Amazon.com: 39 reviews
19 of 20 people found the following review helpful
Great stories, but not so great DVD! Sept. 11 2010
By Jero Briggs - Published on Amazon.com
I'm not much of a Beatles fan, but I did like the scene in "The Chase" that they cut out on this DVD release. It's not only important to emphasize the Beatles impact on popular culture at the time this episode was made, but it also has some great and funny character moments in that scene between the Doctor's companions. And the scene is NOT a few seconds long as some people put it, it's at least a couple of minutes! I loved that scene, and you don't get it here on this DVD. That said, both "The Space Museum" and "The Chase" were great stories that any Whovian would enjoy!
6 of 6 people found the following review helpful
Had to bring the ratings up Nov. 7 2010
By Nancy A. Fox - Published on Amazon.com
This release includes 2 unrelated stories from the William Hartnell era. The only thing that links them is that The Chase followed The Space Museum in sequential order. The first story, The Space Museum, has a nice, eerie and atmospheric beginning. However, the rest of the story, once our heroes have officially "arrived" doesn't make much sense. Yes, the Doctor's interrogation scene is a lot of fun, and it's a bit amusing to see Vicki as a rebellion leader, but Ian and Barbara are a bit wasted. So much of this story is sub-par, set design, costume design, story development, that it's not really not worth watching more than once.

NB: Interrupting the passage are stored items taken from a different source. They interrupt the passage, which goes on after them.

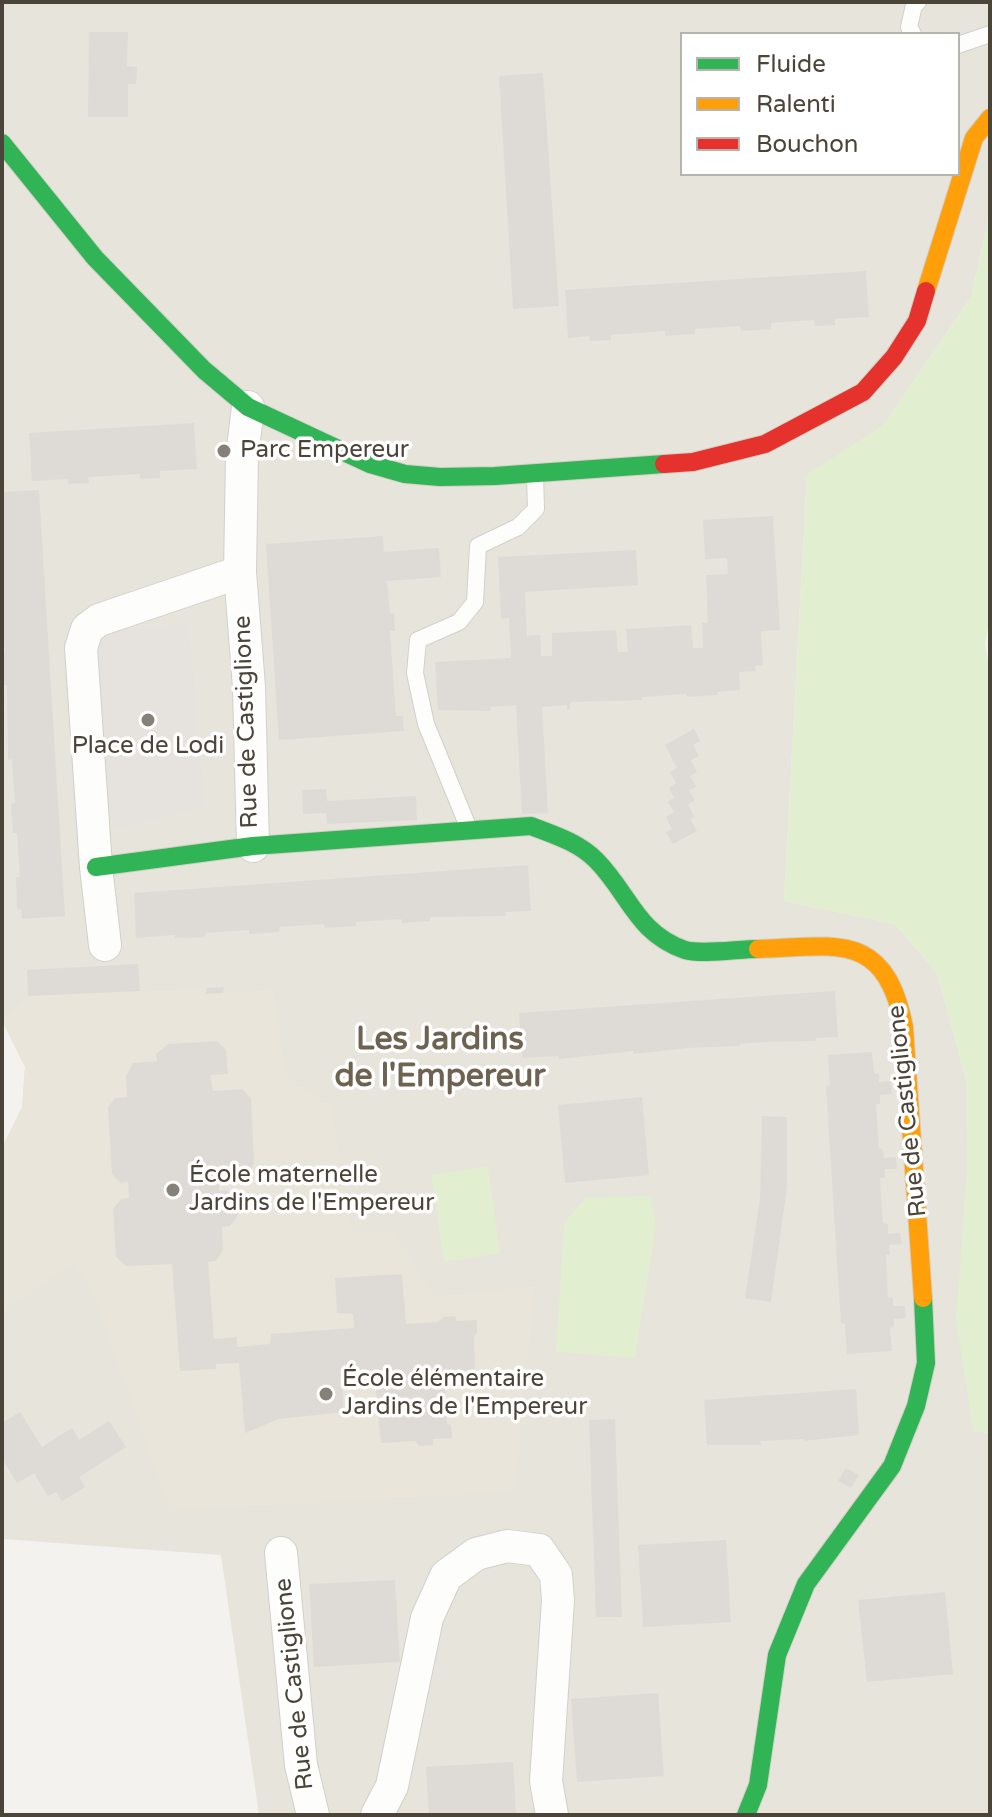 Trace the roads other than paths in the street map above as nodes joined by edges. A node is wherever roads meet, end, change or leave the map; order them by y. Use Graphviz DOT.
graph roads {
  1 [pos="918,2"];
  2 [pos="912,32"];
  3 [pos="990,34"];
  4 [pos="960,44"];
  5 [pos="990,118"];
  6 [pos="2,143"];
  7 [pos="248,407"];
  8 [pos="535,473"];
  9 [pos="240,572"];
  10 [pos="469,830"];
  11 [pos="253,846"];
  12 [pos="96,867"];
  13 [pos="105,945"];
  14 [pos="281,1553"];
  15 [pos="313,1815"];
  16 [pos="377,1815"];
  17 [pos="552,1815"];
  18 [pos="746,1815"];
  1 -- 2 [label="lane"];
  3 -- 4 [label="lane"];
  5 -- 8 [label="street"];
  6 -- 7 [label="street"];
  7 -- 8 [label="street"];
  7 -- 9 [label="street, Rue de Castiglione"];
  8 -- 10 [label="lane"];
  9 -- 11 [label="street, Rue de Castiglione"];
  9 -- 12 [label="street"];
  10 -- 11 [label="street, Rue de Castiglione"];
  10 -- 18 [label="street, Rue de Castiglione"];
  11 -- 12 [label="street"];
  12 -- 13 [label="street"];
  14 -- 15 [label="street, Rue de Castiglione"];
  16 -- 17 [label="street"];
}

The Chase brings the beloved Daleks back. The Daleks have somehow gotten their hands on a time machine and have decided that they must follow the Doctor through space and time to destroy him. Every week was a new location, like Terry Nation's previous story, The Keys of Marinus, making sure that the designers had to design new sets and alien costumes for each week. It's an odd assembly, that seems more like, hey what if the Daleks met Frankenstein's monster, yeah how about Dracula too! You know what, we can blame the Marie Celeste mystery on the Daleks, etc., etc. It's not a bad story, it's just not that interesting. The beginning with the time T.V. apparatus is fun, but is quickly left behind. It almost would have been more interesting to have the Doctor, Ian and Barbara watching various instances in history that are now wrong because a Dalek has shown up, and the Doctor realizes that he has to go correct this.

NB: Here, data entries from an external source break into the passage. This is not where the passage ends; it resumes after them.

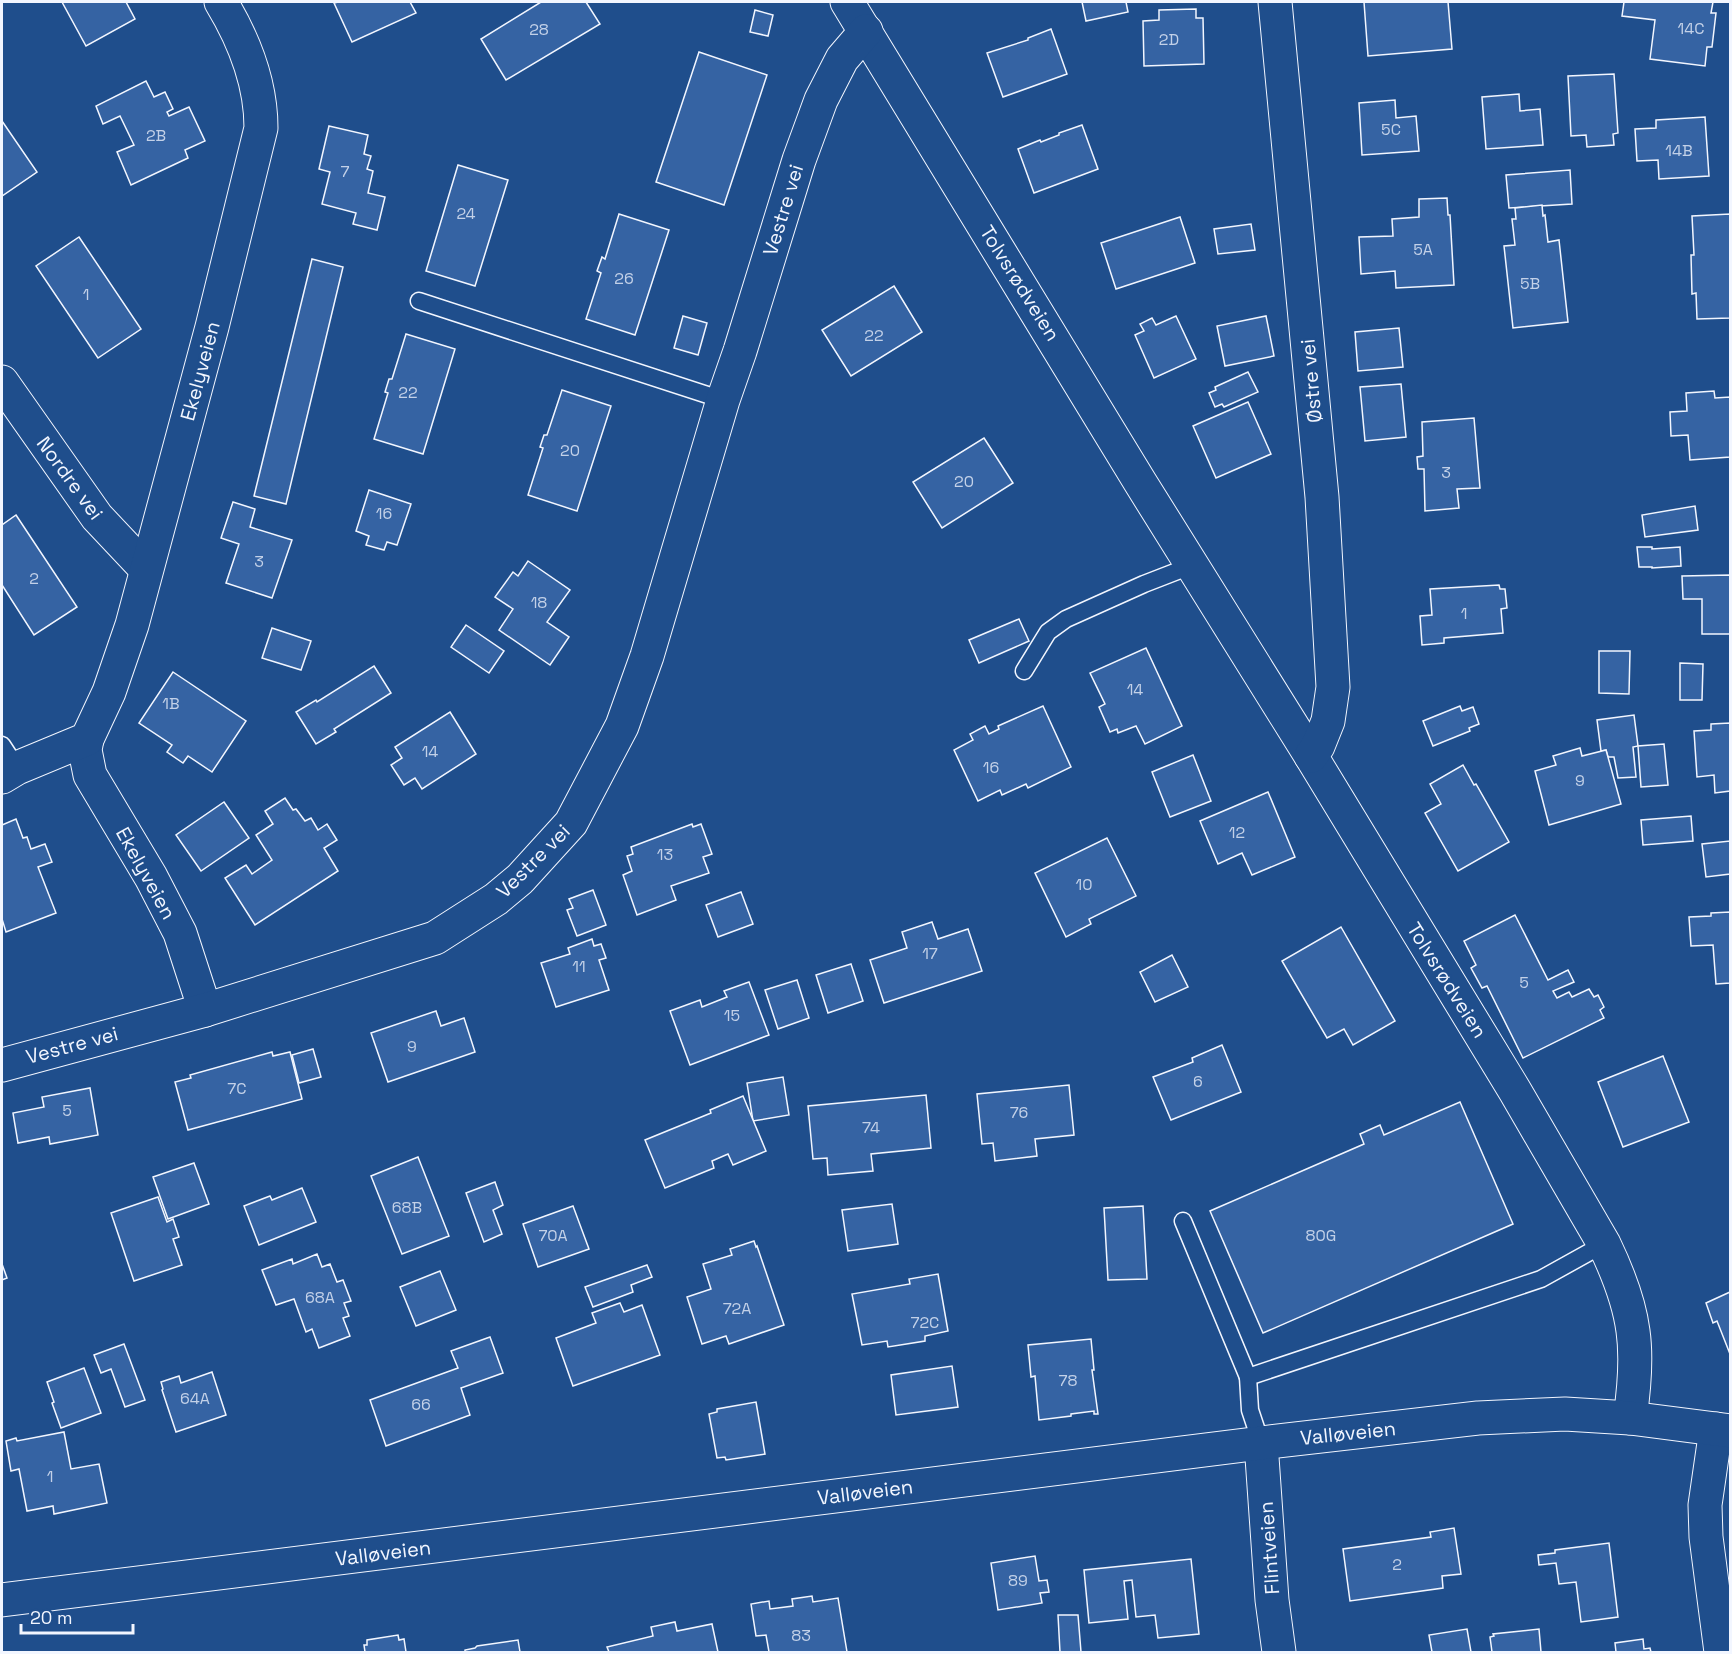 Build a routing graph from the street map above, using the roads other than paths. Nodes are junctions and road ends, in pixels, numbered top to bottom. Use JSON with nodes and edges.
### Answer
{"nodes":[{"id":1,"x":221,"y":2,"type":"edge"},
{"id":2,"x":847,"y":2,"type":"edge"},
{"id":3,"x":1275,"y":2,"type":"edge"},
{"id":4,"x":866,"y":31,"type":"junction"},
{"id":5,"x":418,"y":301,"type":"dead end"},
{"id":6,"x":2,"y":382,"type":"edge"},
{"id":7,"x":723,"y":400,"type":"junction"},
{"id":8,"x":1193,"y":565,"type":"junction"},
{"id":9,"x":146,"y":569,"type":"junction"},
{"id":10,"x":1024,"y":671,"type":"dead end"},
{"id":11,"x":87,"y":739,"type":"junction"},
{"id":12,"x":1311,"y":756,"type":"junction"},
{"id":13,"x":7,"y":763,"type":"edge"},
{"id":14,"x":205,"y":1010,"type":"junction"},
{"id":15,"x":2,"y":1065,"type":"edge"},
{"id":16,"x":1183,"y":1221,"type":"dead end"},
{"id":17,"x":1604,"y":1244,"type":"junction"},
{"id":18,"x":1248,"y":1377,"type":"junction"},
{"id":19,"x":1630,"y":1418,"type":"junction"},
{"id":20,"x":1723,"y":1430,"type":"edge"},
{"id":21,"x":1261,"y":1443,"type":"junction"},
{"id":22,"x":2,"y":1600,"type":"edge"},
{"id":23,"x":1279,"y":1653,"type":"edge"},
{"id":24,"x":1721,"y":1653,"type":"edge"}],
"edges":[{"from":1,"to":9,"type":"street","name":"Ekelyveien"},
{"from":2,"to":4,"type":"street","name":"Tolvsrødveien"},
{"from":3,"to":12,"type":"street","name":"Østre vei"},
{"from":4,"to":7,"type":"street","name":"Vestre vei"},
{"from":4,"to":8,"type":"street","name":"Tolvsrødveien"},
{"from":5,"to":7,"type":"lane"},
{"from":6,"to":9,"type":"street","name":"Nordre vei"},
{"from":7,"to":14,"type":"street","name":"Vestre vei"},
{"from":8,"to":10,"type":"lane"},
{"from":8,"to":12,"type":"street","name":"Tolvsrødveien"},
{"from":9,"to":11,"type":"street","name":"Ekelyveien"},
{"from":11,"to":13,"type":"street"},
{"from":11,"to":14,"type":"street","name":"Ekelyveien"},
{"from":12,"to":17,"type":"street","name":"Tolvsrødveien"},
{"from":14,"to":15,"type":"street","name":"Vestre vei"},
{"from":16,"to":18,"type":"lane"},
{"from":17,"to":18,"type":"lane"},
{"from":17,"to":19,"type":"street","name":"Tolvsrødveien"},
{"from":18,"to":21,"type":"lane"},
{"from":19,"to":20,"type":"street","name":"Valløveien"},
{"from":19,"to":21,"type":"street","name":"Valløveien"},
{"from":20,"to":24,"type":"street"},
{"from":21,"to":22,"type":"street","name":"Valløveien"},
{"from":21,"to":23,"type":"street","name":"Flintveien"}]}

Everyone is so upset that somewhere between 10 seconds and 2 minutes have been cut from the Chase, but no one has really mentioned the true crime here... Why did I have to get the Space Museum just to watch the Chase?! I've seen The Space Museum, and even had it on VHS. It is a lukewarm story at best, but I really had no desire to upgrade it to the DVD format. Yes, the fist episode is quite unique and fascinating, why are there no footprints, why can't anyone see them, why are their clothes changed, but the next three episodes really don't live up to that fascinating beginning. Even the extras on the Space Museum all seem to focus on, well yes it's bad, but it's not THAT bad.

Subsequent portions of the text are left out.